Agentic AI will require roughly four times the central processing unit work of current systems, AMD's chief technology officer said, signaling a structural shift in how the industry allocates infrastructure spending.
Agentic AI will require roughly four times the central processing unit work of current systems, AMD's chief technology officer said, signaling a structural shift in how the industry allocates infrastructure spending.

AMD's CTO Mark Papermaster said agentic AI demands roughly four times the CPU work of current systems, challenging the narrative that AI infrastructure spending flows overwhelmingly to graphics processors.
"You're actually using more and more CPU," Papermaster said at the RAISE Summit in Paris on July 9. "Agentic AI doesn't just need GPUs, it needs a lot more CPUs."
AMD shares have surged more than 140% over the past year to above $500, pushing the company's market value toward $1 trillion. Intel shares rose about 3.5% in premarket trading Thursday, while AMD gained 2.2%, as investors weighed the implications of a CPU renaissance driven by AI orchestration workloads.
The shift could redirect billions in data center capital expenditure toward CPU capacity, benefiting both AMD and Intel after years of GPU-centric AI investment. AMD's Advancing AI event on July 22-23 in San Francisco is expected to showcase Helios, its rack-scale system packing 72 Instinct GPUs alongside server CPUs.
Why agents need CPUs, not just GPUs
The popular narrative of the AI boom is a GPU story. Papermaster wants to widen it. When running agentic applications — workflows that spin up multiple agents, deploy sub-agents for specific skills, and manage growing context — the coordination and reasoning layer runs on the CPU before the heavy matrix math lands on the GPU. He cited a figure pegging the CPU workload at roughly four times what today's agents require.
AMD has already felt the shift internally. The company now uses AI to design its own chips, compressing tasks that once took months into weeks or days. Productivity gains, Papermaster said, have jumped from the 10% range to something far larger in the past six months.
Selling systems, not chips
AMD's strategy has moved beyond selling individual silicon. The $4.9 billion acquisition of ZT Systems, a hyperscale infrastructure builder, lets AMD tune the full cluster — CPU, GPU, and networking — rather than optimizing a single component. AMD kept the design expertise and sold the manufacturing arm to Sanmina to avoid competing with its own customers.

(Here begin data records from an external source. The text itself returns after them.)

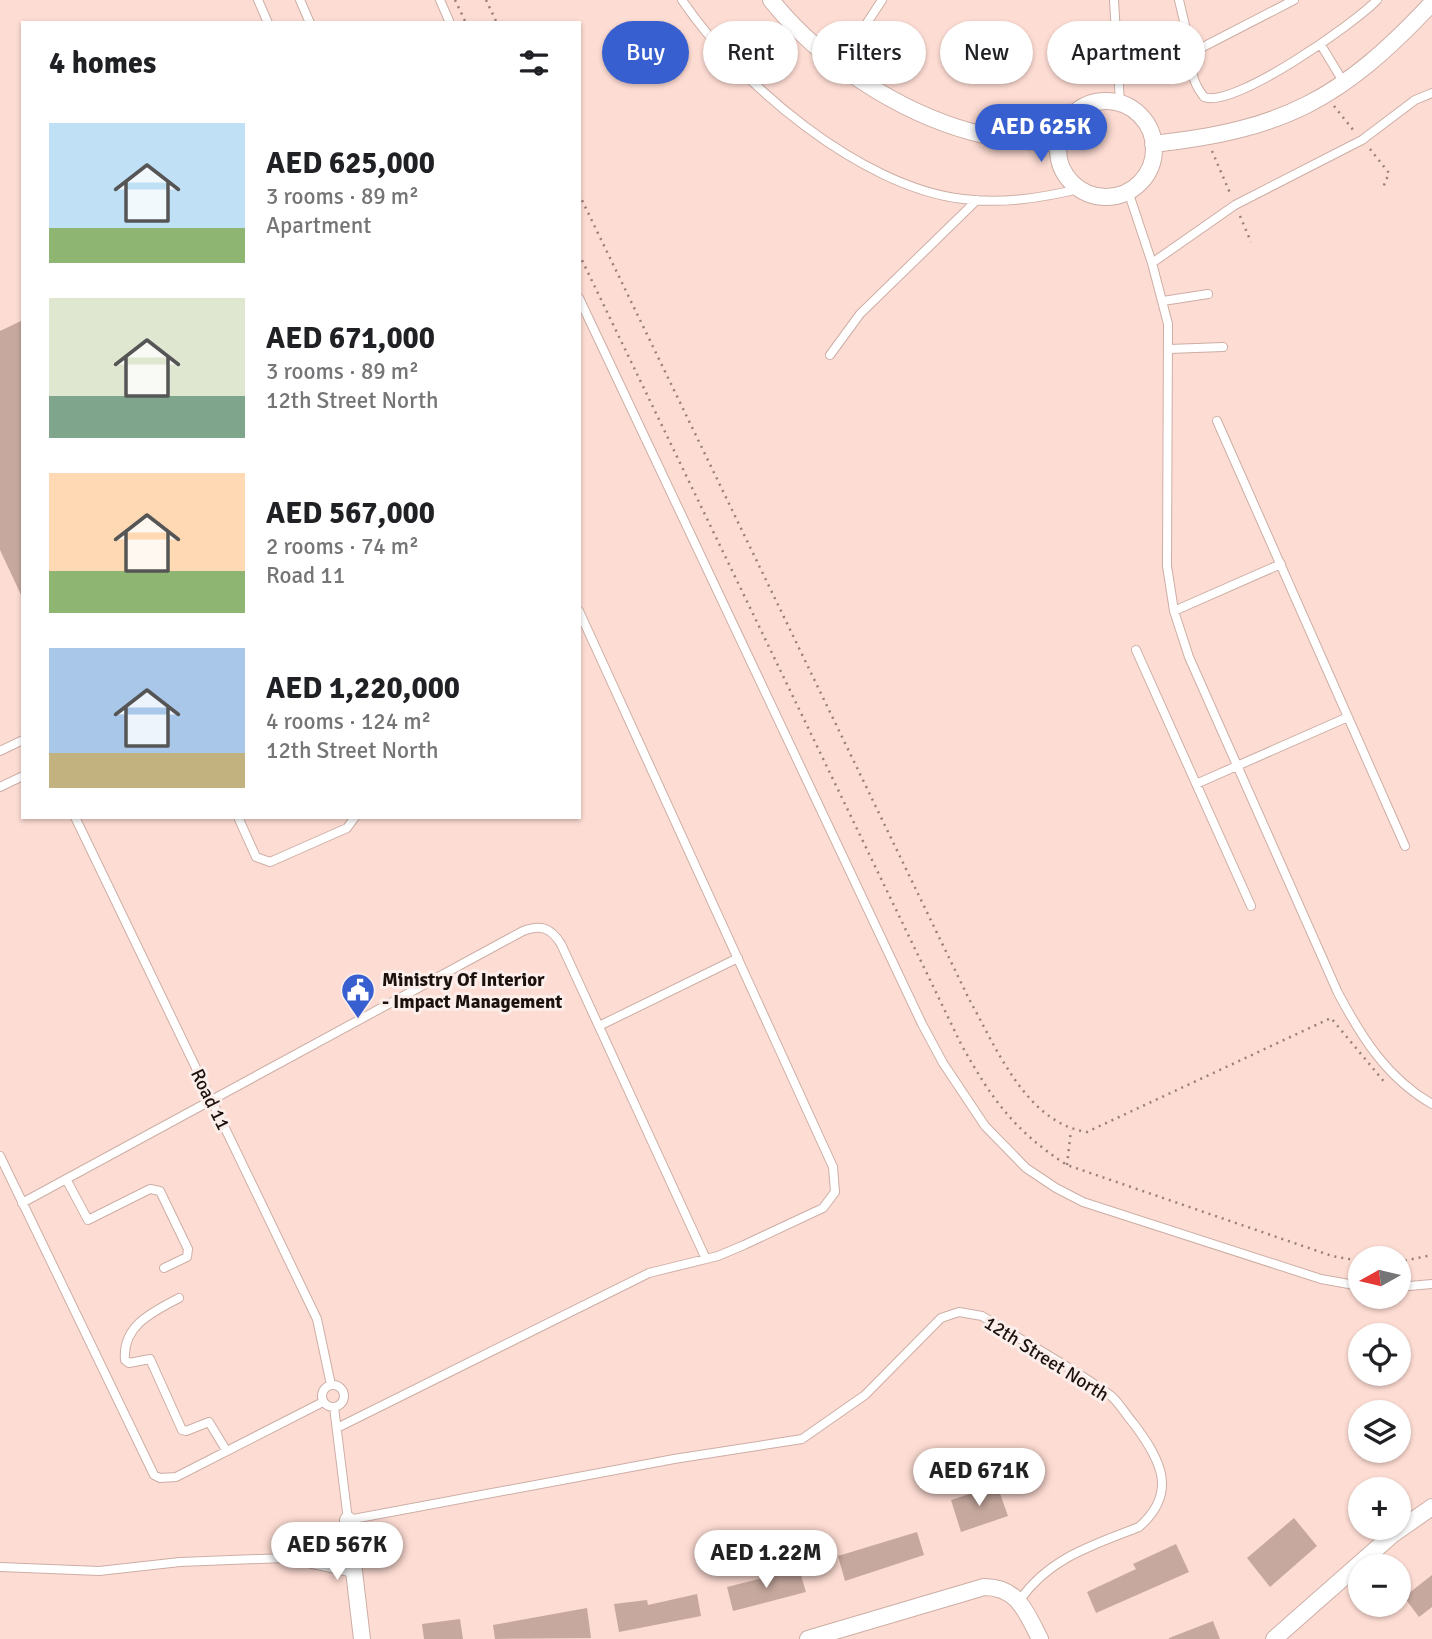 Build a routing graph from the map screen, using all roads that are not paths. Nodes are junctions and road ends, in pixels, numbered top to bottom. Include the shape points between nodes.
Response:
1 (258, 0) edge
2 (300, 0) edge
3 (440, 0) edge
4 (682, 0) edge
5 (771, 0) edge
6 (882, 0) edge
7 (1114, 0) edge
8 (1179, 0) edge
9 (1294, 0) edge
10 (1377, 0) edge
11 (1432, 3) edge
12 (267, 21) edge
13 (309, 21) edge
14 (449, 21) edge
15 (868, 21) edge
16 (1184, 21) edge
17 (812, 41) edge
18 (1321, 45) junction
19 (1205, 46) edge
20 (1344, 83) junction
21 (871, 84) edge
22 (1197, 84) edge
23 (1432, 93) edge
24 (1119, 103) junction
25 (1058, 143) junction
26 (1153, 145) junction
27 (1079, 189) junction
28 (1128, 191) junction
29 (977, 200) junction
30 (1152, 262) junction
31 (1208, 294) dead end
32 (1163, 300) junction
33 (581, 302) edge
34 (1223, 347) dead end
35 (1169, 349) junction
36 (830, 355) dead end
37 (1217, 421) dead end
38 (1281, 564) junction
39 (1174, 611) junction
40 (581, 615) edge
41 (1136, 650) dead end
42 (1348, 717) junction
43 (21, 741) edge
44 (0, 751) edge
45 (1236, 767) junction
46 (21, 777) edge
47 (1196, 784) junction
48 (0, 787) edge
49 (76, 819) edge
50 (239, 819) edge
51 (354, 819) edge
52 (1405, 846) dead end
53 (1251, 906) dead end
54 (738, 958) junction
55 (599, 1026) junction
56 (212, 1100) junction
57 (1432, 1104) edge
58 (0, 1156) edge
59 (66, 1179) junction
60 (22, 1203) junction
61 (706, 1259) junction
62 (164, 1268) dead end
63 (1348, 1284) edge
64 (1432, 1284) edge
65 (1411, 1286) edge
66 (179, 1298) dead end
67 (331, 1385) junction
68 (323, 1402) junction
69 (334, 1407) junction
70 (337, 1428) junction
71 (226, 1450) junction
72 (1432, 1507) edge
73 (348, 1520) junction
74 (0, 1567) edge
75 (354, 1573) junction
76 (1020, 1600) junction
77 (362, 1639) edge
78 (808, 1639) edge
79 (1040, 1639) edge
80 (1274, 1639) edge

1 - 12 lane
2 - 13 lane
3 - 14 lane
4 - 29 lane via 748,80 849,155 907,184
5 - 17 street
6 - 15 lane
7 - 24 lane
8 - 16 lane
9 - 19 lane
10 - 18 lane
11 - 20 street
18 - 20 lane
18 - 22 lane via 1215,99 1204,97
20 - 26 street via 1276,121 1207,139
21 - 25 street via 943,122 1007,139
23 - 30 lane via 1415,100 1362,140 1235,205
24 - 25 street via 1103,101 1080,109 1063,127
24 - 26 street via 1140,116
25 - 27 street via 1062,167
26 - 28 street via 1148,171
27 - 28 street via 1100,197
27 - 29 lane via 1019,200
28 - 30 lane
29 - 36 lane via 860,314
30 - 32 lane
31 - 32 lane
32 - 35 lane
33 - 63 lane via 922,1024 985,1126 1026,1168 1083,1202
34 - 35 lane
35 - 39 lane via 1165,507
37 - 38 lane
38 - 39 lane
38 - 42 lane
39 - 45 lane
40 - 54 lane
41 - 47 lane
42 - 45 lane
42 - 52 lane
43 - 44 lane
45 - 47 lane
45 - 57 lane via 1353,1022 1393,1076
46 - 48 lane
47 - 53 lane
49 - 56 lane, Road 11
50 - 51 lane via 256,857 270,862 347,828
54 - 55 lane
54 - 61 lane via 833,1167 835,1192 823,1208
55 - 56 lane via 555,934 547,928 530,928
55 - 61 lane
56 - 59 lane
56 - 67 lane, Road 11 via 317,1319
58 - 60 lane
59 - 60 lane
59 - 62 lane via 88,1220 150,1189 160,1191 188,1249 187,1257
60 - 71 lane via 149,1469 160,1478 176,1477
61 - 70 lane via 649,1273
64 - 65 lane
66 - 71 lane via 136,1324 126,1342 125,1360 150,1359 182,1430 209,1422
67 - 68 lane via 324,1390
67 - 69 lane via 344,1395
68 - 69 lane
68 - 71 lane
69 - 70 lane
70 - 73 lane
72 - 80 street via 1392,1535
73 - 75 street
73 - 76 lane, 12th Street North via 674,1458 803,1439 864,1395 941,1318 959,1312 982,1316 1112,1397 1160,1464 1161,1492 1147,1520 1066,1556
74 - 75 lane via 99,1572 180,1562 285,1558
75 - 77 street
76 - 78 street via 998,1587 984,1587
76 - 79 street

The showpiece is Helios, AMD's rack-scale AI system that wires 72 Instinct GPUs alongside its server CPUs for large-scale training and inference. "You have to design for the system, all the way through the application stack," Papermaster said.
AMD is also betting on openness. Its ROCm software stack is open-source. Helios uses an open rack standard submitted by Meta to the Open Compute Project. The networking is open too — a pointed contrast with the more closed approach of Nvidia, AMD's chief GPU rival.
What it means for investors
For investors, the CPU renaissance thesis introduces a new variable into AI infrastructure allocation. Nvidia dominates the GPU market with an estimated 80% share, but if agentic AI workloads scale CPU demand as Papermaster projects, both AMD and Intel stand to capture a larger slice of data center spending. AMD trades near $500 with a market cap approaching $1 trillion, while Intel, at roughly $130, has lagged the AI rally.
Papermaster teased next-gen parts built on TSMC's 2nm process at AMD's upcoming July event. The company, now 33,000 employees, has trained its entire sales force on AI and instructed staff to think like an AI-native startup — a telling posture for a company whose market value has multiplied in the past year.
This article is for informational purposes only and does not constitute investment advice.